In [None]:
# import libraries
import pandas as pd
import plotly.express as px
import plotly.figure_factory as ff
import seaborn as sns
import matplotlib.pyplot as plt
import numpy as np
import math

In [None]:
# load dataset
f1Stats=pd.read_csv(r'..\Dataset\F1Stats.csv');
#convert the fastest lap time to seconds 
def convert_to_seconds(time_str):
    try:
        if pd.isna(time_str):
            return None
        parts = time_str.strip().split(':')
        if len(parts) == 2:
            minutes = int(parts[0])
            seconds = float(parts[1])
            return minutes * 60 + seconds
        elif len(parts) == 1:
            return float(parts[0])  # Already in seconds
    except:
        return None

f1Stats['fastest_lap_time_sec'] = f1Stats['fastest_lap_time_sec'].apply(convert_to_seconds)

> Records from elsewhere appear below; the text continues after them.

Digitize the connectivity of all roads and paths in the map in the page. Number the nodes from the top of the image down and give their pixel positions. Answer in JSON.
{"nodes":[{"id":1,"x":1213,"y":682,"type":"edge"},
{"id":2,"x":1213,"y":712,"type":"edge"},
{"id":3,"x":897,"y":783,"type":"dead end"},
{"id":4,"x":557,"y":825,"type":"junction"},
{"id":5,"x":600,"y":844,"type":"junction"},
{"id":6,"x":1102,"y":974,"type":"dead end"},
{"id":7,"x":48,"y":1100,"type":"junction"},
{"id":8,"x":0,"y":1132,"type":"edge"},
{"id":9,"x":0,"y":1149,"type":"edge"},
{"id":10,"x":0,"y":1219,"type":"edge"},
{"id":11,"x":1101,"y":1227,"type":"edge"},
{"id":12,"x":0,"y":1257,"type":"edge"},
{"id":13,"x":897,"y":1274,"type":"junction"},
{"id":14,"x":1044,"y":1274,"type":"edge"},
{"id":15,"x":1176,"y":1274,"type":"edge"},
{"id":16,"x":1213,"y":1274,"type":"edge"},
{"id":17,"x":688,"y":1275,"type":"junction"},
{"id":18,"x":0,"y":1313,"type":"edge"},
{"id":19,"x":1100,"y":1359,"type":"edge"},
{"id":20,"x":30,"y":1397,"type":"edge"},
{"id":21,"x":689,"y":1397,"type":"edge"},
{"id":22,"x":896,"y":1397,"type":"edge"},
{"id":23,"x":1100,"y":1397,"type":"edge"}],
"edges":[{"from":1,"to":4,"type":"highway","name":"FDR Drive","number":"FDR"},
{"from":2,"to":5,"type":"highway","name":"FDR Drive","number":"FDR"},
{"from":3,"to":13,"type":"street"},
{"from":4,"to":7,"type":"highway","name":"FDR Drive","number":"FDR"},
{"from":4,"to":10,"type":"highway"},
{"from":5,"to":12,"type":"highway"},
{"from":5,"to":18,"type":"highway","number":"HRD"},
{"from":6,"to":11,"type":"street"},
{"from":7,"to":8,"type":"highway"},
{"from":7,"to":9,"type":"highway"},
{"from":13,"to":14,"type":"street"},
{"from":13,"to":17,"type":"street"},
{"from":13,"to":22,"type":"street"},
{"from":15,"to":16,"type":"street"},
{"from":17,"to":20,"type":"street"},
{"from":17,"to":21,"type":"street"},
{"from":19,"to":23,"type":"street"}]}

# get all the numerical columns
numerical = ['grid_position', 'final_position', 'fastest_lap_time_sec','avg_speed','pitstop_time_sec','total_laps',]
#ensure all numerical values are numeric
for col in numerical:
    f1Stats[col] = f1Stats[col].astype(str).str.strip()              # Remove whitespace
    f1Stats[col] = pd.to_numeric(f1Stats[col], errors='coerce')      # Convert to float with NaNs



# Exploratory Data Analysis


In [None]:
# basic info 
print("Columns:", f1Stats.columns) # displays the column names
print("Information:") 
print(f1Stats.info()) #displays dataset information         
print("Summary Statistics (Numerical):")
print(f1Stats.describe().T)# displays stats for numeric columns
print("Missing Values:", f1Stats.isnull().sum().sum()) #displays the total empty values

In [None]:
#numerical
n_cols = 6
n_rows_num = (len(numerical) + n_cols - 1) // n_cols 
fig, axes = plt.subplots(n_rows_num, n_cols, figsize=(15, 5 * n_rows_num))
axes = axes.flatten()

# histograms for numerical features
for idx, feature in enumerate(numerical):
    sns.histplot(f1Stats[feature], bins=20, ax=axes[idx])
    axes[idx].set_title(f'Histogram of {feature}')
    axes[idx].set_xlabel(feature)
    axes[idx].set_ylabel('Count')
# removes empty subplots
for i in range(len(numerical), len(axes)):
    fig.delaxes(axes[i])
plt.tight_layout()
# plt.savefig('numerical_histograms.png', dpi=300, bbox_inches='tight') # saves pic used for report
plt.show()
plt.close()

In [None]:
n = len(numerical)
cols = 2
rows = math.ceil(n / cols)

# Create figure and axes
fig, axes = plt.subplots(rows, cols, figsize=(12, rows * 4))
axes = axes.flatten()
# boxplots for numerical features
for idx, feature in enumerate(numerical):
    sns.boxplot(y=f1Stats[feature], ax=axes[idx], color='skyblue')
    axes[idx].set_title(f'Boxplot of {feature}')
    axes[idx].set_xlabel('')
    axes[idx].set_ylabel(feature)

# Remove unused subplots
for i in range(len(numerical), len(axes)):
    fig.delaxes(axes[i])

plt.tight_layout()
# plt.savefig('numerical_histograms.png', dpi=300, bbox_inches='tight') # saves pic used for report
plt.show()
plt.close()

In [None]:
#correlation heatmaps
corr = f1Stats.corr(numeric_only=True)
sns.heatmap(corr, annot=True, cmap="coolwarm")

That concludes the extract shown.